* [TASK GOAL]
Return each entry precisely as it appears below.

* [Extracted data entries]
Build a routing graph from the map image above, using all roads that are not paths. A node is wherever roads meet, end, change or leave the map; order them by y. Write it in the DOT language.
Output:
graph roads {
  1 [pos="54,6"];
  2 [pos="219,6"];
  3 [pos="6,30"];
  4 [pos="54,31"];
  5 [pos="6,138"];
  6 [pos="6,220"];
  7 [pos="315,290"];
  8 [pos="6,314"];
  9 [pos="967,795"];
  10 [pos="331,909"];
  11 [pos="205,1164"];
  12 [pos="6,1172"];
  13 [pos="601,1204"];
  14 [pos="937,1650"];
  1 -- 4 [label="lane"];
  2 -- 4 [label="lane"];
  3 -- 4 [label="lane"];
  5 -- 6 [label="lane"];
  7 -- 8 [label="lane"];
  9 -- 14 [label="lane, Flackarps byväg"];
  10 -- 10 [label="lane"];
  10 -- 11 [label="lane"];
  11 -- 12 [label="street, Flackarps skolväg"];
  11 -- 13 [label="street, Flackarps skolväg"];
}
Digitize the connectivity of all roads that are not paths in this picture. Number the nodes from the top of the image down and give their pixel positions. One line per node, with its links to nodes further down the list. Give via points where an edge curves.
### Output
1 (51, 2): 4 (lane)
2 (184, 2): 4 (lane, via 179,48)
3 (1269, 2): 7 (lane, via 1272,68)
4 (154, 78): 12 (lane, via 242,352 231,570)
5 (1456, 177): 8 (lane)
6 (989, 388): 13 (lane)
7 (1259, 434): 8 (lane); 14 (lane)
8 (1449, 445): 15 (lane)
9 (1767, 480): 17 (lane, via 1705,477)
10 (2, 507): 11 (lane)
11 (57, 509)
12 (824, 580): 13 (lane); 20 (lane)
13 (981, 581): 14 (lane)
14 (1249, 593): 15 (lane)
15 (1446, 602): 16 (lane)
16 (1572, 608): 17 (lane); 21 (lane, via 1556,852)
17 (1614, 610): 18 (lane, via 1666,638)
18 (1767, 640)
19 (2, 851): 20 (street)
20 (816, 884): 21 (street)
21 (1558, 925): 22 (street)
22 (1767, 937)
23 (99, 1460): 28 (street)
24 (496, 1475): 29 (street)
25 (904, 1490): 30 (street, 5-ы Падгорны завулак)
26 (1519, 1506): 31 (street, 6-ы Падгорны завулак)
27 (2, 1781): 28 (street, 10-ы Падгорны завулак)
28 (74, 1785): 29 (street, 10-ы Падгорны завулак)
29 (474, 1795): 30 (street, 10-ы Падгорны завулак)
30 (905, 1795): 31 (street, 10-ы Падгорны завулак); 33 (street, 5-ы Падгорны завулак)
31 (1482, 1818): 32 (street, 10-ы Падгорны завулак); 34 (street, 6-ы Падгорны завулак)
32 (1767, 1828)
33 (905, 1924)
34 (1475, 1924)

* [ANSWER SPACE]
Build a routing graph from the map image above, using all roads that are not paths. A node is wherever roads meet, end, change or leave the map; order them by y. Write it in the DOT language.
Output:
graph roads {
  1 [pos="54,6"];
  2 [pos="219,6"];
  3 [pos="6,30"];
  4 [pos="54,31"];
  5 [pos="6,138"];
  6 [pos="6,220"];
  7 [pos="315,290"];
  8 [pos="6,314"];
  9 [pos="967,795"];
  10 [pos="331,909"];
  11 [pos="205,1164"];
  12 [pos="6,1172"];
  13 [pos="601,1204"];
  14 [pos="937,1650"];
  1 -- 4 [label="lane"];
  2 -- 4 [label="lane"];
  3 -- 4 [label="lane"];
  5 -- 6 [label="lane"];
  7 -- 8 [label="lane"];
  9 -- 14 [label="lane, Flackarps byväg"];
  10 -- 10 [label="lane"];
  10 -- 11 [label="lane"];
  11 -- 12 [label="street, Flackarps skolväg"];
  11 -- 13 [label="street, Flackarps skolväg"];
}
Digitize the connectivity of all roads that are not paths in this picture. Number the nodes from the top of the image down and give their pixel positions. One line per node, with its links to nodes further down the list. Give via points where an edge curves.
### Output
1 (51, 2): 4 (lane)
2 (184, 2): 4 (lane, via 179,48)
3 (1269, 2): 7 (lane, via 1272,68)
4 (154, 78): 12 (lane, via 242,352 231,570)
5 (1456, 177): 8 (lane)
6 (989, 388): 13 (lane)
7 (1259, 434): 8 (lane); 14 (lane)
8 (1449, 445): 15 (lane)
9 (1767, 480): 17 (lane, via 1705,477)
10 (2, 507): 11 (lane)
11 (57, 509)
12 (824, 580): 13 (lane); 20 (lane)
13 (981, 581): 14 (lane)
14 (1249, 593): 15 (lane)
15 (1446, 602): 16 (lane)
16 (1572, 608): 17 (lane); 21 (lane, via 1556,852)
17 (1614, 610): 18 (lane, via 1666,638)
18 (1767, 640)
19 (2, 851): 20 (street)
20 (816, 884): 21 (street)
21 (1558, 925): 22 (street)
22 (1767, 937)
23 (99, 1460): 28 (street)
24 (496, 1475): 29 (street)
25 (904, 1490): 30 (street, 5-ы Падгорны завулак)
26 (1519, 1506): 31 (street, 6-ы Падгорны завулак)
27 (2, 1781): 28 (street, 10-ы Падгорны завулак)
28 (74, 1785): 29 (street, 10-ы Падгорны завулак)
29 (474, 1795): 30 (street, 10-ы Падгорны завулак)
30 (905, 1795): 31 (street, 10-ы Падгорны завулак); 33 (street, 5-ы Падгорны завулак)
31 (1482, 1818): 32 (street, 10-ы Падгорны завулак); 34 (street, 6-ы Падгорны завулак)
32 (1767, 1828)
33 (905, 1924)
34 (1475, 1924)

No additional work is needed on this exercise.